Records provided —

[Start of section]

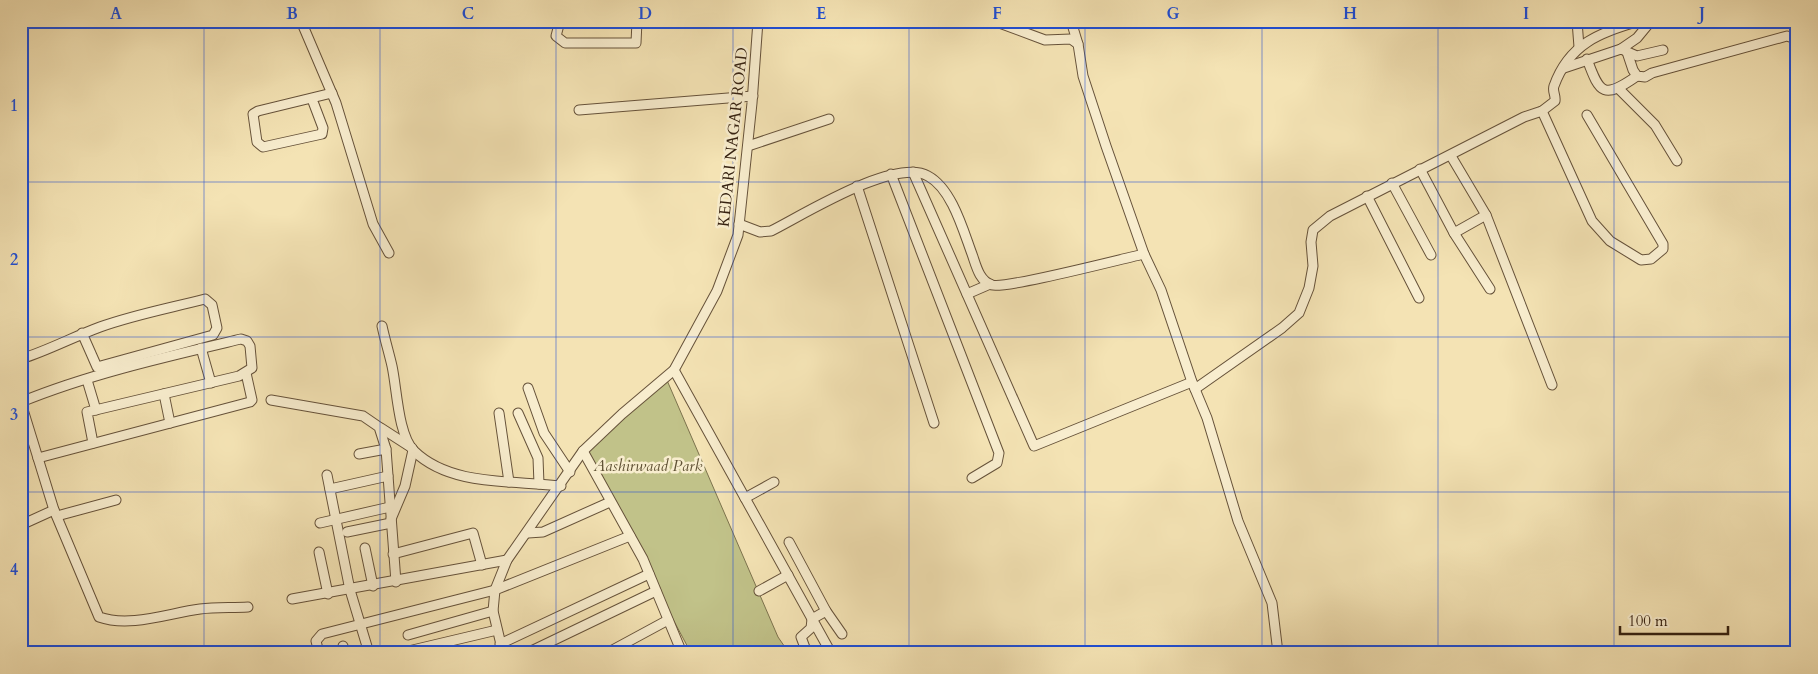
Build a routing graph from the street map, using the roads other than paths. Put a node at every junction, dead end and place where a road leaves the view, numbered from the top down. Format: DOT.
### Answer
graph roads {
  1 [pos="301,21"];
  2 [pos="560,21"];
  3 [pos="637,21"];
  4 [pos="758,21"];
  5 [pos="994,21"];
  6 [pos="1071,21"];
  7 [pos="1578,21"];
  8 [pos="1640,21"];
  9 [pos="1651,21"];
  10 [pos="1078,44"];
  11 [pos="1797,44"];
  12 [pos="1579,47"];
  13 [pos="1624,50"];
  14 [pos="1663,50"];
  15 [pos="1587,59"];
  16 [pos="1563,68"];
  17 [pos="1637,76"];
  18 [pos="1618,89"];
  19 [pos="332,93"];
  20 [pos="753,96"];
  21 [pos="312,99"];
  22 [pos="579,110"];
  23 [pos="1542,111"];
  24 [pos="1587,115"];
  25 [pos="828,119"];
  26 [pos="748,146"];
  27 [pos="1451,156"];
  28 [pos="1677,161"];
  29 [pos="1420,169"];
  30 [pos="913,172"];
  31 [pos="891,174"];
  32 [pos="1392,183"];
  33 [pos="857,186"];
  34 [pos="1367,196"];
  35 [pos="1486,215"];
  36 [pos="739,224"];
  37 [pos="1454,233"];
  38 [pos="389,253"];
  39 [pos="1144,254"];
  40 [pos="1431,255"];
  41 [pos="990,284"];
  42 [pos="1490,289"];
  43 [pos="967,294"];
  44 [pos="1419,298"];
  45 [pos="382,326"];
  46 [pos="82,334"];
  47 [pos="201,348"];
  48 [pos="21,359"];
  49 [pos="674,370"];
  50 [pos="246,373"];
  51 [pos="87,380"];
  52 [pos="211,383"];
  53 [pos="1552,385"];
  54 [pos="1193,386"];
  55 [pos="528,388"];
  56 [pos="164,394"];
  57 [pos="271,400"];
  58 [pos="21,402"];
  59 [pos="96,410"];
  60 [pos="499,413"];
  61 [pos="518,413"];
  62 [pos="170,423"];
  63 [pos="934,423"];
  64 [pos="379,427"];
  65 [pos="93,443"];
  66 [pos="386,449"];
  67 [pos="413,449"];
  68 [pos="583,452"];
  69 [pos="359,454"];
  70 [pos="38,458"];
  71 [pos="570,472"];
  72 [pos="327,475"];
  73 [pos="388,476"];
  74 [pos="972,478"];
  75 [pos="509,482"];
  76 [pos="774,482"];
  77 [pos="539,484"];
  78 [pos="561,486"];
  79 [pos="330,489"];
  80 [pos="745,498"];
  81 [pos="116,500"];
  82 [pos="610,502"];
  83 [pos="390,507"];
  84 [pos="55,514"];
  85 [pos="336,518"];
  86 [pos="390,522"];
  87 [pos="320,523"];
  88 [pos="21,525"];
  89 [pos="347,532"];
  90 [pos="528,533"];
  91 [pos="630,536"];
  92 [pos="789,542"];
  93 [pos="365,548"];
  94 [pos="319,552"];
  95 [pos="393,554"];
  96 [pos="507,560"];
  97 [pos="482,565"];
  98 [pos="649,574"];
  99 [pos="788,575"];
  100 [pos="396,582"];
  101 [pos="372,586"];
  102 [pos="350,590"];
  103 [pos="494,590"];
  104 [pos="759,591"];
  105 [pos="656,592"];
  106 [pos="328,594"];
  107 [pos="292,599"];
  108 [pos="248,607"];
  109 [pos="493,611"];
  110 [pos="826,611"];
  111 [pos="812,619"];
  112 [pos="668,620"];
  113 [pos="360,626"];
  114 [pos="497,630"];
  115 [pos="842,634"];
  116 [pos="408,635"];
  117 [pos="501,648"];
  118 [pos="680,652"];
  119 [pos="319,653"];
  120 [pos="369,653"];
  121 [pos="400,653"];
  122 [pos="527,653"];
  123 [pos="607,653"];
  124 [pos="807,653"];
  125 [pos="830,653"];
  126 [pos="1278,653"];
  1 -- 19 [label="street"];
  2 -- 3 [label="street"];
  4 -- 20 [label="street, KEDARI NAGAR ROAD"];
  5 -- 10 [label="street"];
  6 -- 10 [label="street"];
  7 -- 12 [label="street"];
  8 -- 12 [label="street"];
  9 -- 13 [label="street"];
  10 -- 39 [label="street"];
  11 -- 17 [label="street"];
  12 -- 16 [label="street"];
  13 -- 14 [label="street"];
  13 -- 15 [label="street"];
  13 -- 17 [label="street"];
  15 -- 16 [label="street"];
  15 -- 18 [label="street"];
  16 -- 23 [label="street"];
  17 -- 18 [label="street"];
  18 -- 28 [label="street"];
  19 -- 21 [label="street"];
  19 -- 38 [label="street"];
  20 -- 22 [label="street"];
  20 -- 26 [label="street, KEDARI NAGAR ROAD"];
  21 -- 21 [label="street"];
  23 -- 24 [label="street"];
  23 -- 27 [label="street"];
  25 -- 26 [label="street"];
  26 -- 36 [label="street, KEDARI NAGAR ROAD"];
  27 -- 29 [label="street"];
  27 -- 35 [label="street"];
  29 -- 32 [label="street"];
  29 -- 37 [label="street"];
  30 -- 31 [label="street"];
  30 -- 41 [label="street"];
  30 -- 43 [label="street"];
  31 -- 33 [label="street"];
  31 -- 74 [label="street"];
  32 -- 34 [label="street"];
  32 -- 40 [label="street"];
  33 -- 36 [label="street"];
  33 -- 63 [label="street"];
  34 -- 44 [label="street"];
  34 -- 54 [label="street"];
  35 -- 37 [label="street"];
  35 -- 53 [label="street"];
  36 -- 49 [label="street, KEDARI NAGAR ROAD"];
  37 -- 42 [label="street"];
  39 -- 41 [label="street"];
  39 -- 54 [label="street"];
  41 -- 43 [label="street"];
  43 -- 54 [label="street"];
  45 -- 67 [label="street"];
  46 -- 46 [label="street"];
  46 -- 48 [label="street"];
  47 -- 50 [label="street"];
  47 -- 51 [label="street"];
  47 -- 52 [label="street"];
  49 -- 68 [label="street, KEDARI NAGAR ROAD"];
  49 -- 80 [label="street"];
  50 -- 52 [label="street"];
  50 -- 62 [label="street"];
  51 -- 58 [label="street"];
  51 -- 59 [label="street"];
  52 -- 56 [label="street"];
  54 -- 126 [label="street"];
  55 -- 71 [label="street"];
  56 -- 59 [label="street"];
  56 -- 62 [label="street"];
  57 -- 64 [label="street"];
  58 -- 70 [label="street"];
  59 -- 65 [label="street"];
  60 -- 75 [label="street"];
  61 -- 77 [label="street"];
  62 -- 65 [label="street"];
  64 -- 66 [label="street"];
  64 -- 67 [label="street"];
  65 -- 70 [label="street"];
  66 -- 69 [label="street"];
  66 -- 73 [label="street"];
  67 -- 75 [label="street"];
  67 -- 86 [label="street"];
  68 -- 71 [label="street, KEDARI NAGAR ROAD"];
  68 -- 82 [label="street"];
  70 -- 84 [label="street"];
  71 -- 78 [label="street, KEDARI NAGAR ROAD"];
  72 -- 79 [label="street"];
  73 -- 79 [label="street"];
  73 -- 83 [label="street"];
  75 -- 77 [label="street"];
  76 -- 80 [label="street"];
  77 -- 78 [label="street"];
  78 -- 90 [label="street, KEDARI NAGAR ROAD"];
  79 -- 85 [label="street"];
  80 -- 99 [label="street"];
  81 -- 84 [label="street"];
  82 -- 90 [label="street"];
  82 -- 91 [label="street"];
  83 -- 85 [label="street"];
  83 -- 86 [label="street"];
  84 -- 88 [label="street"];
  84 -- 108 [label="street"];
  85 -- 87 [label="street"];
  85 -- 102 [label="street"];
  86 -- 89 [label="street"];
  86 -- 95 [label="street"];
  90 -- 96 [label="street, KEDARI NAGAR ROAD"];
  91 -- 98 [label="street"];
  91 -- 103 [label="street"];
  92 -- 110 [label="street"];
  93 -- 101 [label="street"];
  94 -- 106 [label="street"];
  95 -- 97 [label="street"];
  95 -- 100 [label="street"];
  96 -- 97 [label="street"];
  96 -- 103 [label="street, KEDARI NAGAR ROAD"];
  97 -- 100 [label="street"];
  98 -- 105 [label="street"];
  98 -- 117 [label="street"];
  99 -- 104 [label="street"];
  99 -- 111 [label="street"];
  100 -- 101 [label="street"];
  101 -- 102 [label="street"];
  102 -- 106 [label="street"];
  102 -- 113 [label="street"];
  103 -- 109 [label="street, KEDARI NAGAR ROAD"];
  103 -- 113 [label="street"];
  105 -- 112 [label="street"];
  105 -- 122 [label="street"];
  106 -- 107 [label="street"];
  109 -- 114 [label="street, KEDARI NAGAR ROAD"];
  109 -- 116 [label="street"];
  110 -- 111 [label="street"];
  110 -- 115 [label="street"];
  111 -- 124 [label="street"];
  111 -- 125 [label="street"];
  112 -- 118 [label="street"];
  112 -- 123 [label="street"];
  113 -- 119 [label="street"];
  113 -- 120 [label="street"];
  114 -- 117 [label="street, KEDARI NAGAR ROAD"];
  114 -- 121 [label="street"];
}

[End of section]

Prompt — Write down every line of the data above that includes the string "graph".

Output for this exercise —
Build a routing graph from the street map, using the roads other than paths. Put a node at every junction, dead end and place where a road leaves the view, numbered from the top down. Format: DOT.
graph roads {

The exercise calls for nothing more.